Acidente obriga Governo a recuar em decisão polémica

Entretanto, um acidente ocorrido no troço sobre o rio Monapo, entre sexta-feira e sábado, obrigou o Governo a rever a suspensão dos contratos de manutenção rodoviária, decisão anteriormente imposta pelo Ministério das Finanças. Segundo apurou Dossiers & Factos, o sinistro envolveu um camião de grande porte (cavalo mecânico), que capotou, bloqueando completamente a estrada. A tentativa de resolução imediata foi travada por entraves administrativos: a Administração Nacional de Estradas (ANE) foi chamada para proceder à remoção do veículo, mas recusou, alegando não ter meios operacionais disponíveis devido à suspensão de contratos ordenada pelo Ministério das Finanças.

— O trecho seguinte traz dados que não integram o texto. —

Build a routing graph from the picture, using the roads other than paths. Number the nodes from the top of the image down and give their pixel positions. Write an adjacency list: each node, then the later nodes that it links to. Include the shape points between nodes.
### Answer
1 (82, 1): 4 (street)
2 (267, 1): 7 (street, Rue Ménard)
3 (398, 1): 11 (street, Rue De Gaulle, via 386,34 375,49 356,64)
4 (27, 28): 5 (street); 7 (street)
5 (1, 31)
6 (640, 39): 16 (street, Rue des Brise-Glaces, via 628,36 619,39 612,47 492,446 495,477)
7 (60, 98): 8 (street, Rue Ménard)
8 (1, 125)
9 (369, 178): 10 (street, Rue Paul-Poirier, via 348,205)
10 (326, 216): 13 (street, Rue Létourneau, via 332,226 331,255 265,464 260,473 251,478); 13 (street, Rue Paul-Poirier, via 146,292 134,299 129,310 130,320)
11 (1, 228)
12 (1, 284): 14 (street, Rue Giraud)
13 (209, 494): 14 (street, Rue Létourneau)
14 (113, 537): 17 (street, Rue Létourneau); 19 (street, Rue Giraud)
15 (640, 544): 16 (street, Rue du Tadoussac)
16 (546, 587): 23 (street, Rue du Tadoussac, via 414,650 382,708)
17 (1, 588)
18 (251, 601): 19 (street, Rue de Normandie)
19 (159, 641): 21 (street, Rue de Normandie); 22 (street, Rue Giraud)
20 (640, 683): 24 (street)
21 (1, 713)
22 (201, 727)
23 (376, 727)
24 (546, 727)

Sem alternativas formais, foi necessário o envolvimento directo do governador da província de Nampula, Eduardo Abdula, que sensibilizou um empreiteiro local para que este removesse o camião a título excepcional. Só assim foi possível restabelecer a circulação na via.

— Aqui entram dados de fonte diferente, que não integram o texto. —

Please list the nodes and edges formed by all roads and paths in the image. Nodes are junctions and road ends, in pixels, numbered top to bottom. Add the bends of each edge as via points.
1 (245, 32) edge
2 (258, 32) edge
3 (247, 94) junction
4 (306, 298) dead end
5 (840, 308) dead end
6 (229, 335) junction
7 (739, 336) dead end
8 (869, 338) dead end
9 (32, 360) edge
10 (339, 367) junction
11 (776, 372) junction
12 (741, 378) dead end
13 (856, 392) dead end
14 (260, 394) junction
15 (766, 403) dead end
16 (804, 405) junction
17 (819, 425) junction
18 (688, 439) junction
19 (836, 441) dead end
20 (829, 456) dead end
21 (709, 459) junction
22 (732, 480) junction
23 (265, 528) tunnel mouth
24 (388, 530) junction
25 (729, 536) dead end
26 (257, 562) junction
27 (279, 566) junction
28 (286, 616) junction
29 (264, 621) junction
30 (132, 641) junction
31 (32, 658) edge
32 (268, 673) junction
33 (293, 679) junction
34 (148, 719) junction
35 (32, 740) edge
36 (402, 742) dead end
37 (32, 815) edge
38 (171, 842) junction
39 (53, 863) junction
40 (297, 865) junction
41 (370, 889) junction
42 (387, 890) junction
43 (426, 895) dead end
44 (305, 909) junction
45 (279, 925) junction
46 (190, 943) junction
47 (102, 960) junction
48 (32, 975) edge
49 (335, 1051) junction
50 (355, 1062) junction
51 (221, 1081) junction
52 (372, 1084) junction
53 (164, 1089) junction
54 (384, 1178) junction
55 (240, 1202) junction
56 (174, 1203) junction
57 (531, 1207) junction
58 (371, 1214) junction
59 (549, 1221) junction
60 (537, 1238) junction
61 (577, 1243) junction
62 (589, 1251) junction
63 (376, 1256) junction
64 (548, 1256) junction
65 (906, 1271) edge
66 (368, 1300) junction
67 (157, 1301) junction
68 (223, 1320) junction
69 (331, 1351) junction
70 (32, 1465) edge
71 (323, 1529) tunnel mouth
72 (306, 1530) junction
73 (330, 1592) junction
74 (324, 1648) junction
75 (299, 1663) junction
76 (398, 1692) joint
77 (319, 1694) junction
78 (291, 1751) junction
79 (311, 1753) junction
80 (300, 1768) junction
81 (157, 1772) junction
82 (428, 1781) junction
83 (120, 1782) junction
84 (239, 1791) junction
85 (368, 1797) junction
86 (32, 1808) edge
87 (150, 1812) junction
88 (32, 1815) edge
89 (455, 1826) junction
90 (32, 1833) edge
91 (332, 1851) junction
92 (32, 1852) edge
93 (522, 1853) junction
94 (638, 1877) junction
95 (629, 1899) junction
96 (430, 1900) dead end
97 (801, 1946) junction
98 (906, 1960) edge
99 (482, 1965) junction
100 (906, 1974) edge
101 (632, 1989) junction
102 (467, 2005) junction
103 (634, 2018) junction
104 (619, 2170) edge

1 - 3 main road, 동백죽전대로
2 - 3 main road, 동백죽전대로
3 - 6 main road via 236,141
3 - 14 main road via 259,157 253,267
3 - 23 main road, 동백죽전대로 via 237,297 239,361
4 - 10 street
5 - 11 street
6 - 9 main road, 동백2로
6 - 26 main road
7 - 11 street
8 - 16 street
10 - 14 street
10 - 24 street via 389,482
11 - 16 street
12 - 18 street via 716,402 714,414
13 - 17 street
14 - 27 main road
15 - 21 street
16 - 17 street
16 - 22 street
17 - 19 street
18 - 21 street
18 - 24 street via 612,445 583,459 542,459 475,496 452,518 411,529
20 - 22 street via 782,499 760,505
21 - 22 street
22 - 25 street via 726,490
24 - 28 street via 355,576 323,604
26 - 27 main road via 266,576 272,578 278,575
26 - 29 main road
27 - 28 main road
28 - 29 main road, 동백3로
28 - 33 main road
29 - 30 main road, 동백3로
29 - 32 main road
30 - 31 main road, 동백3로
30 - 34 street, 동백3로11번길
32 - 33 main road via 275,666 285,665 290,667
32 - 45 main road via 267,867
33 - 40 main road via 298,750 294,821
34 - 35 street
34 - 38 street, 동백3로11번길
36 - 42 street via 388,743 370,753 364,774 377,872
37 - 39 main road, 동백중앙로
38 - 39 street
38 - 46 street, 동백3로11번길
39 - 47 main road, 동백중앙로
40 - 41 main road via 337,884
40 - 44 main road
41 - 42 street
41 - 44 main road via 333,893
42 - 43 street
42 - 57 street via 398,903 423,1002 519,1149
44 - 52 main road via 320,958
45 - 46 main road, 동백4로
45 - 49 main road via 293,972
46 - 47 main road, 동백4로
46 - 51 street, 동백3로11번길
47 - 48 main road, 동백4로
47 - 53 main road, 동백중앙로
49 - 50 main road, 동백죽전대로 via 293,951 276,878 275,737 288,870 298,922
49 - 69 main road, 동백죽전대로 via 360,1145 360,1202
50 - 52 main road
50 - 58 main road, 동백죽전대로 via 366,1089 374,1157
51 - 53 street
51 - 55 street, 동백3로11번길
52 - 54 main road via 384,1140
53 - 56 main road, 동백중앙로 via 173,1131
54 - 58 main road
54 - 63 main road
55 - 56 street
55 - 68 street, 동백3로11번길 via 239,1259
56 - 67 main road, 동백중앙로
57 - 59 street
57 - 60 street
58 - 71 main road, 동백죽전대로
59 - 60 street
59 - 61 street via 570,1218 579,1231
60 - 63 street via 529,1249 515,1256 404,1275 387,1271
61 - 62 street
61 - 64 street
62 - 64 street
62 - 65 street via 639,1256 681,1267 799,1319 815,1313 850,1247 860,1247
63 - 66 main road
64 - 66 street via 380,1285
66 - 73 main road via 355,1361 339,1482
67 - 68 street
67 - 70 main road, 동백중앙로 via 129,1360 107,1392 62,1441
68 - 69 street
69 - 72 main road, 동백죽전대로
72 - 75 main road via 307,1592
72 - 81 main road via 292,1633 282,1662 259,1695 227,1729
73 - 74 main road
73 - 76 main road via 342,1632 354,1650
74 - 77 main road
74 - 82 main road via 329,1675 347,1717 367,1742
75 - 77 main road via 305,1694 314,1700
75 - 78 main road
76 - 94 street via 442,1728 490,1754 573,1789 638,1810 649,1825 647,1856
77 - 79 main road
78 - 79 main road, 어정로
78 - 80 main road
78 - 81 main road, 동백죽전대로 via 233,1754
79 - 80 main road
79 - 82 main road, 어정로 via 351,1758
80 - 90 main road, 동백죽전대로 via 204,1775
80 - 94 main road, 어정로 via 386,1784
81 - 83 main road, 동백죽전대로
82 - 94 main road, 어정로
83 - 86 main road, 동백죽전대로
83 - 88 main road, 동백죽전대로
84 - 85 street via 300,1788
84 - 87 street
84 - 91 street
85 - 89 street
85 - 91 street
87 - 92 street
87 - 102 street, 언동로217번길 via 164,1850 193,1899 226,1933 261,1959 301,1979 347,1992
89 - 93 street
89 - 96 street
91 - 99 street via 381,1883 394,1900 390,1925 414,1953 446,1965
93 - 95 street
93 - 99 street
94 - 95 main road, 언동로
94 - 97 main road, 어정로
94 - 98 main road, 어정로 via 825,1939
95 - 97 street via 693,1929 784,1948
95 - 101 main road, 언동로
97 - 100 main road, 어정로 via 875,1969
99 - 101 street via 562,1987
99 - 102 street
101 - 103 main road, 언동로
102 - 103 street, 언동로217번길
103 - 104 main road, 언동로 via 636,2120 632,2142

Face ao impasse e à pressão gerada pelo incidente, o Ministério das Finanças acabou por recuar. Dossiers & Factos apurou que, às 8 horas desta segunda-feira, 9 de Junho, deu entrada na Delegação Provincial da ANE em Nampula um ofício oficial comunicando o levantamento da suspensão dos processos de contratação do empreiteiro responsável pela manutenção do troço sobre o rio Monapo.

Note-se que o referido ofício foi redigido durante o fim-de-semana, o que pode indicar que o Executivo reconhece ter agido de forma precipitada ao ordenar a paralisação dos contratos sem acautelar os impactos práticos da medida.